Clint Dempsey: 'I did everything I could to keep playing' after heartbeat issue
Clint Dempsey says he "did everything I could to keep playing" after being diagnosed with an irregular heartbeat.
The ailment ended the forward's season in August of last year, and after recently returning with the Seattle Sounders, Dempsey will suit up with the U.S. national team on Friday for the first time since the Copa America last June.
In an interview with ESPN's Julie Stewart-Binks, Dempsey admitted there were times he thought his career might be over, but he fought to continue and hopes to finish on his own terms.
"There's always that possibility, you don't really know the full extent until you hear from the doctors," he said of the chances of being forced into retirement. "They said there's a way you can get back to playing, and I did everything I could to keep playing without putting myself at too much risk."
Dempsey said he first felt palpitations last February before the Major League Soccer season started, and though he told the Sounders then, they did not recur in the summer.
"It was during exercising, pretty much," he said. "When you're training, you could feel, like, palpitations.
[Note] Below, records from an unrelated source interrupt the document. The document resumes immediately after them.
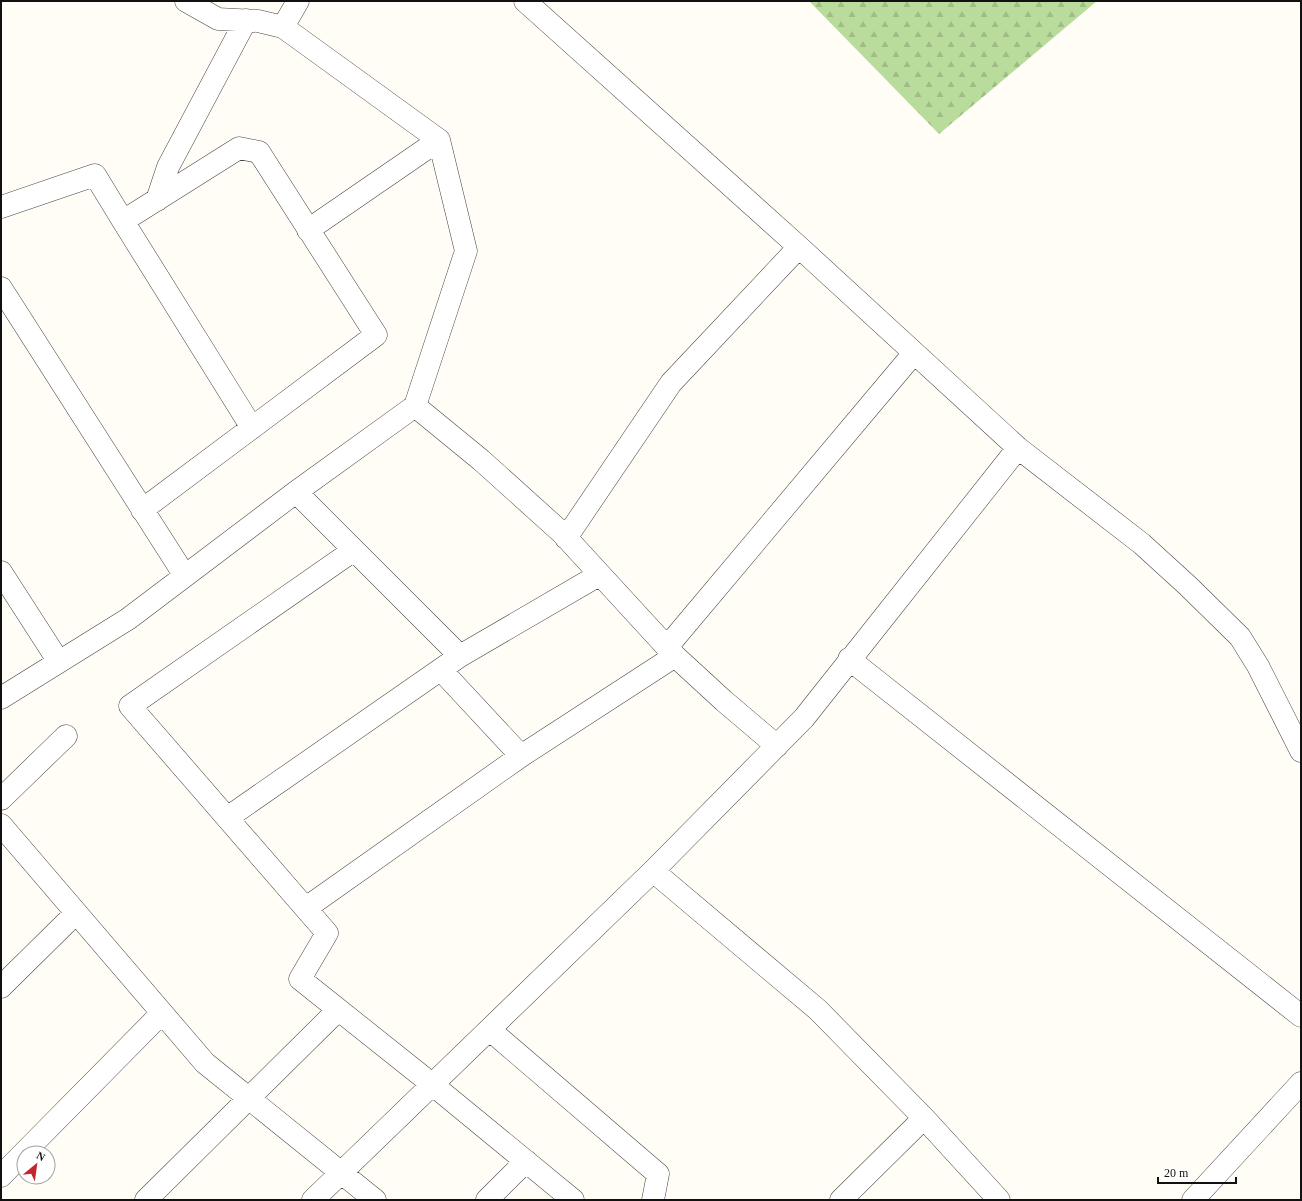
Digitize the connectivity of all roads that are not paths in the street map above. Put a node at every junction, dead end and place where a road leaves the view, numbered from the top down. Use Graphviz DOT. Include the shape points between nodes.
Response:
graph roads {
  1 [pos="186,1"];
  2 [pos="298,1"];
  3 [pos="525,1"];
  4 [pos="246,20"];
  5 [pos="283,27"];
  6 [pos="439,140"];
  7 [pos="157,200"];
  8 [pos="1,207"];
  9 [pos="124,221"];
  10 [pos="308,230"];
  11 [pos="799,247"];
  12 [pos="1,288"];
  13 [pos="914,352"];
  14 [pos="415,406"];
  15 [pos="252,428"];
  16 [pos="1018,448"];
  17 [pos="296,492"];
  18 [pos="142,510"];
  19 [pos="566,538"];
  20 [pos="354,550"];
  21 [pos="1,572"];
  22 [pos="599,575"];
  23 [pos="185,576"];
  24 [pos="671,651"];
  25 [pos="460,656"];
  26 [pos="849,659"];
  27 [pos="59,662"];
  28 [pos="441,670"];
  29 [pos="1,698"];
  30 [pos="66,736"];
  31 [pos="777,746"];
  32 [pos="1301,751"];
  33 [pos="521,756"];
  34 [pos="1,799"];
  35 [pos="227,818"];
  36 [pos="1,825"];
  37 [pos="653,871"];
  38 [pos="306,908"];
  39 [pos="76,912"];
  40 [pos="1,987"];
  41 [pos="338,1010"];
  42 [pos="162,1013"];
  43 [pos="1301,1016"];
  44 [pos="490,1030"];
  45 [pos="1301,1083"];
  46 [pos="433,1085"];
  47 [pos="249,1097"];
  48 [pos="924,1118"];
  49 [pos="526,1161"];
  50 [pos="341,1172"];
  51 [pos="1,1176"];
  52 [pos="146,1200"];
  53 [pos="313,1200"];
  54 [pos="375,1200"];
  55 [pos="487,1200"];
  56 [pos="573,1200"];
  57 [pos="653,1200"];
  58 [pos="841,1200"];
  59 [pos="1000,1200"];
  60 [pos="1193,1200"];
  1 -- 4 [label="street" via="218,18"];
  2 -- 5 [label="street"];
  3 -- 11 [label="street"];
  4 -- 5 [label="street"];
  4 -- 7 [label="street" via="168,167"];
  5 -- 6 [label="street"];
  6 -- 10 [label="street"];
  6 -- 14 [label="street" via="466,251"];
  7 -- 9 [label="street"];
  7 -- 10 [label="street" via="239,148 259,152"];
  8 -- 9 [label="street" via="96,175"];
  9 -- 15 [label="street"];
  10 -- 15 [label="street" via="376,335"];
  11 -- 13 [label="street"];
  11 -- 19 [label="street" via="671,383"];
  12 -- 18 [label="street"];
  13 -- 16 [label="street"];
  13 -- 24 [label="street"];
  14 -- 17 [label="street"];
  14 -- 19 [label="street" via="481,460"];
  15 -- 18 [label="street"];
  16 -- 26 [label="street"];
  16 -- 32 [label="street" via="1142,544 1240,637 1258,666"];
  17 -- 20 [label="street"];
  17 -- 23 [label="street"];
  18 -- 23 [label="street"];
  19 -- 22 [label="street"];
  20 -- 25 [label="street"];
  20 -- 35 [label="street" via="130,706"];
  21 -- 27 [label="street"];
  22 -- 24 [label="street"];
  22 -- 25 [label="street"];
  23 -- 27 [label="street" via="128,619"];
  24 -- 31 [label="street"];
  24 -- 33 [label="street"];
  25 -- 28 [label="street"];
  26 -- 31 [label="street" via="804,718"];
  26 -- 43 [label="street"];
  27 -- 29 [label="street"];
  28 -- 33 [label="street"];
  28 -- 35 [label="street"];
  30 -- 34 [label="street"];
  31 -- 37 [label="street"];
  33 -- 38 [label="street"];
  35 -- 38 [label="street"];
  36 -- 39 [label="street"];
  37 -- 44 [label="street"];
  37 -- 48 [label="street" via="818,1010"];
  38 -- 41 [label="street" via="327,933 300,979"];
  39 -- 40 [label="street"];
  39 -- 42 [label="street"];
  41 -- 46 [label="street"];
  41 -- 47 [label="street"];
  42 -- 47 [label="street" via="205,1063"];
  42 -- 51 [label="street"];
  44 -- 46 [label="street"];
  44 -- 57 [label="street" via="658,1174"];
  45 -- 60 [label="street"];
  46 -- 49 [label="street"];
  46 -- 50 [label="street"];
  47 -- 50 [label="street"];
  47 -- 52 [label="street"];
  48 -- 58 [label="street"];
  48 -- 59 [label="street"];
  49 -- 55 [label="street"];
  49 -- 56 [label="street"];
  50 -- 53 [label="street"];
  50 -- 54 [label="street"];
}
It definitely didn't feel normal; tried to figure out ways to see what it was exactly and how serious it was and whether or not I could keep playing.
"I did everything I could to keep playing because that's what I love and as long as it's not life threatening, I'd like to play a few more years."
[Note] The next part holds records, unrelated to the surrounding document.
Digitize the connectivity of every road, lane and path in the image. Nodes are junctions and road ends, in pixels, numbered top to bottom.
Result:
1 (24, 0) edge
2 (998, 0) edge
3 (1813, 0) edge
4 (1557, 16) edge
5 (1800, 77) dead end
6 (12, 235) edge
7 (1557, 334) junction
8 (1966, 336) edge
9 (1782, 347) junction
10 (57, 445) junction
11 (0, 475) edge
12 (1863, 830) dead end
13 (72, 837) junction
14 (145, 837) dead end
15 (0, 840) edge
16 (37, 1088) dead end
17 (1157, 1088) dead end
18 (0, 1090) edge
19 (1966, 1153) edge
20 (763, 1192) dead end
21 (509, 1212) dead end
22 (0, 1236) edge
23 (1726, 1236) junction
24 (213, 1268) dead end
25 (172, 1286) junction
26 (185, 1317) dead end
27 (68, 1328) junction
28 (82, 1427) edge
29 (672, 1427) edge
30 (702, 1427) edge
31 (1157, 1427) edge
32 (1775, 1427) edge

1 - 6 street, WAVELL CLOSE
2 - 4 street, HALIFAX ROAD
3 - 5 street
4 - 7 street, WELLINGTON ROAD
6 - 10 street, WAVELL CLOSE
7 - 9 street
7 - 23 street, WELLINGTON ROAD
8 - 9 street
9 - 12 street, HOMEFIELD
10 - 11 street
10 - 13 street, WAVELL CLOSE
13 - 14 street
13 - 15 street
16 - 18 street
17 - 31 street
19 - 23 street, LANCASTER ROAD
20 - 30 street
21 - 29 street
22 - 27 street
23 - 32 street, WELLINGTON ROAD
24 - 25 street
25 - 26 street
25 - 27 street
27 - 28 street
After following the advice of medical teams, Dempsey has played all 90 minutes in three games for Seattle this month and has been called into the U.S. squad by coach Bruce Arena to face Honduras on Friday's World Cup qualifier.
Dempsey said he's optimistic the worst is behind him, but he knows an irregular heartbeat is something that can't be healed like a common muscle injury.
"You just take it one day at a time," he said. "You don't want to get too far ahead of yourself, you just want to take care of your body and make sure you're doing the right things to give yourself a chance to get through the season.
"It's not something that you can say, 'Oh I'm never gonna have any issues because it's a complicated thing.' I think it's always going to be in the back of your mind a little bit, but as you get through each week you get a little more confident that things are fixed and you're gonna be strong enough to see the season out and maybe another one."
Still, Dempsey, who turned 34 this month, said he was glad the ailment didn't crop up when he was younger.
"I'm happy that it happened later in my career than earlier because I think it would have been more difficult to handle with your career in front of you," he said.
"I'm now toward the tail end and have been blessed to have a great career so it's not as stressful. But still, you want to go out on your feet and not limp off, so I'm happy to be on my feet and playing."